I visited the CryTek booth at GDC 2007 and watched their CryTek Engine tech demo trailer for about the 10th time. They have a lot of impressive looking things going on there, but one thing that I hadn’t really thought about until recently was their “Real-time Ambient Maps” which are demonstrated in this video: http://www.youtube.com/watch?v=VFtATu5gt3k

I don’t think a lot of people realize at first what exactly this feature is, besides the fact that the video looks good. While the point light soft shadows are nice, you need to look past them. The “ambient” part should be a tip-off. When doing surface lighting, the ambient term is an approximation to global illumination.. the amount of non-direct lighting incident on the surface. Ambient occlusion refers to the determination of the fraction of the hemisphere above a surface position that is occluded. Simply modulating an ambient lighting amount by the ambient occlusion factor adds a very effective approximation to global illumination. So therefore to get a decent approximation that accounts for multiple-bounce lighting, you have to get an approximation of the amount of light bouncing around the room.

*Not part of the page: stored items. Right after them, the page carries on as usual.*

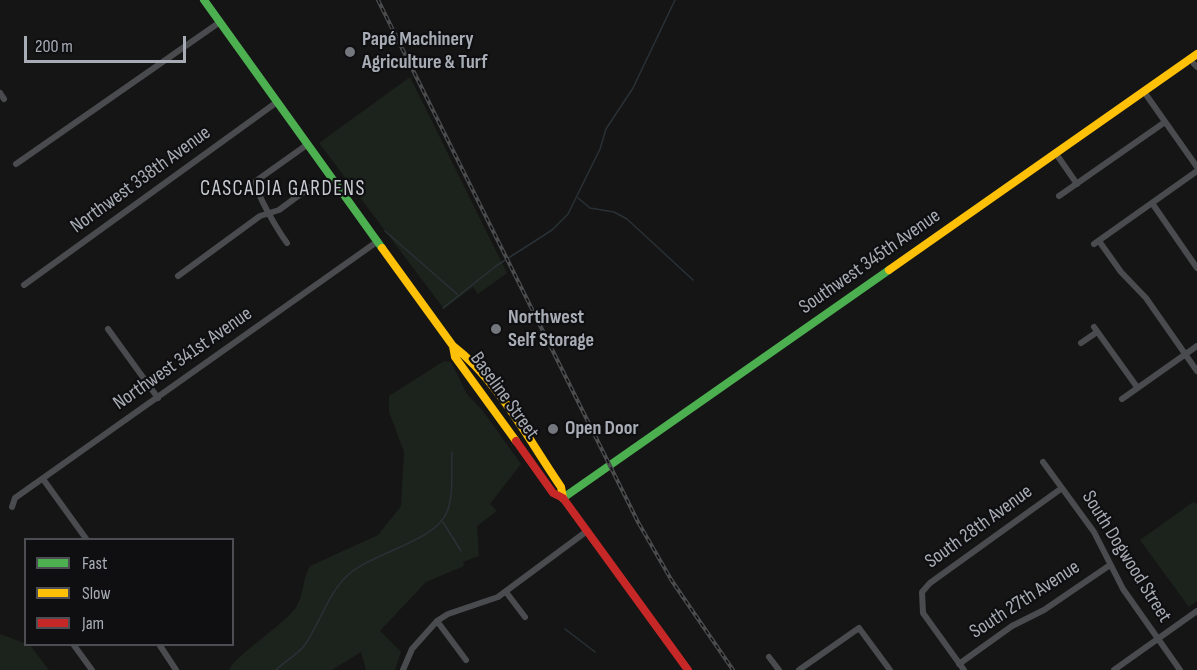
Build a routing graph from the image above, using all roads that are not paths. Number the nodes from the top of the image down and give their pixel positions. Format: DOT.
graph roads {
  1 [pos="204,0"];
  2 [pos="219,22"];
  3 [pos="1197,54"];
  4 [pos="1147,96"];
  5 [pos="277,102"];
  6 [pos="1165,122"];
  7 [pos="308,144"];
  8 [pos="1059,158"];
  9 [pos="16,164"];
  10 [pos="1197,167"];
  11 [pos="1197,171"];
  12 [pos="317,182"];
  13 [pos="1077,184"];
  14 [pos="1059,196"];
  15 [pos="1152,203"];
  16 [pos="269,213"];
  17 [pos="378,242"];
  18 [pos="287,243"];
  19 [pos="1197,268"];
  20 [pos="178,276"];
  21 [pos="24,285"];
  22 [pos="108,329"];
  23 [pos="1081,343"];
  24 [pos="1197,346"];
  25 [pos="1185,354"];
  26 [pos="1197,371"];
  27 [pos="1137,387"];
  28 [pos="158,398"];
  29 [pos="1122,399"];
  30 [pos="1043,462"];
  31 [pos="44,479"];
  32 [pos="1062,488"];
  33 [pos="563,498"];
  34 [pos="12,507"];
  35 [pos="587,531"];
  36 [pos="86,538"];
  37 [pos="1110,565"];
  38 [pos="506,591"];
  39 [pos="1197,611"];
  40 [pos="525,617"];
  41 [pos="437,621"];
  42 [pos="1158,638"];
  43 [pos="75,646"];
  44 [pos="160,646"];
  45 [pos="769,657"];
  46 [pos="466,660"];
  47 [pos="962,667"];
  48 [pos="92,670"];
  49 [pos="176,670"];
  50 [pos="403,670"];
  51 [pos="687,670"];
  52 [pos="779,670"];
  53 [pos="799,670"];
  54 [pos="890,670"];
  55 [pos="1114,670"];
  56 [pos="1180,670"];
  1 -- 2 [label="main road, Baseline Street"];
  2 -- 5 [label="main road, Baseline Street"];
  2 -- 9 [label="street"];
  3 -- 33 [label="main road, Southwest 345th Avenue"];
  4 -- 6 [label="street"];
  5 -- 7 [label="main road, Baseline Street"];
  5 -- 21 [label="street, Northwest 338th Avenue"];
  6 -- 10 [label="street"];
  6 -- 13 [label="street"];
  7 -- 16 [label="street"];
  7 -- 17 [label="main road, Baseline Street"];
  8 -- 13 [label="street"];
  11 -- 15 [label="street"];
  12 -- 16 [label="street"];
  13 -- 14 [label="street"];
  15 -- 19 [label="street"];
  15 -- 25 [label="street"];
  16 -- 18 [label="street"];
  16 -- 20 [label="street"];
  17 -- 28 [label="street, Northwest 341st Avenue"];
  17 -- 33 [label="main road, Baseline Street"];
  22 -- 28 [label="street"];
  23 -- 27 [label="street"];
  24 -- 25 [label="street"];
  25 -- 26 [label="street"];
  25 -- 27 [label="street"];
  27 -- 29 [label="street"];
  28 -- 31 [label="street, Northwest 341st Avenue"];
  30 -- 32 [label="street, South Dogwood Street"];
  31 -- 34 [label="street, Northwest 341st Avenue"];
  31 -- 36 [label="street"];
  32 -- 37 [label="street, South Dogwood Street"];
  32 -- 47 [label="street, South 28th Avenue"];
  33 -- 35 [label="main road, Baseline Street"];
  35 -- 38 [label="street"];
  35 -- 51 [label="main road, Baseline Street"];
  37 -- 42 [label="street, South Dogwood Street"];
  37 -- 47 [label="street, South 27th Avenue"];
  38 -- 40 [label="street"];
  38 -- 41 [label="street"];
  39 -- 42 [label="street"];
  41 -- 46 [label="street"];
  41 -- 50 [label="street"];
  42 -- 55 [label="street"];
  42 -- 56 [label="street, South Dogwood Street"];
  43 -- 48 [label="street"];
  44 -- 49 [label="street"];
  45 -- 52 [label="street"];
  53 -- 54 [label="street"];
}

Of course, I have no idea exactly what they are doing and the rest of this is speculation. But I would guess that in order to get an approximation of the ambient lighting term, they are rendering cube maps, in artist-defined positions, of the nearby surfaces shaded with direct lighting. Each texel in that cube map can be treated like a little light source. To get the amount of lighting incident on that cube map position, you can average all of the texel values in the cube map. Of course, each texel should be weighted by its distance from the cube map center to account for attenuation. The resulting value is a quick and dirty approximation of the ambient lighting term in the room! Assuming that these scenes are spatially subdivided by some structure such as a BSP tree, portals, etc. the cube map rendering would be accelerated by only rendering lit surfaces in nearby nodes.

Direct vs. Ambient

Note that this is only an ambient term and has no directional properties. It’s also possible to convert that cube map into a spherical harmonic representation of irradiance which could in turn be used to light nearby surfaces. I found this poster, which describes doing something similar.

Anyway, just thought I’d post something about this because I’ve seen several posts on forums wondering what’s going on here. I’d love to hear anyone else’s thoughts.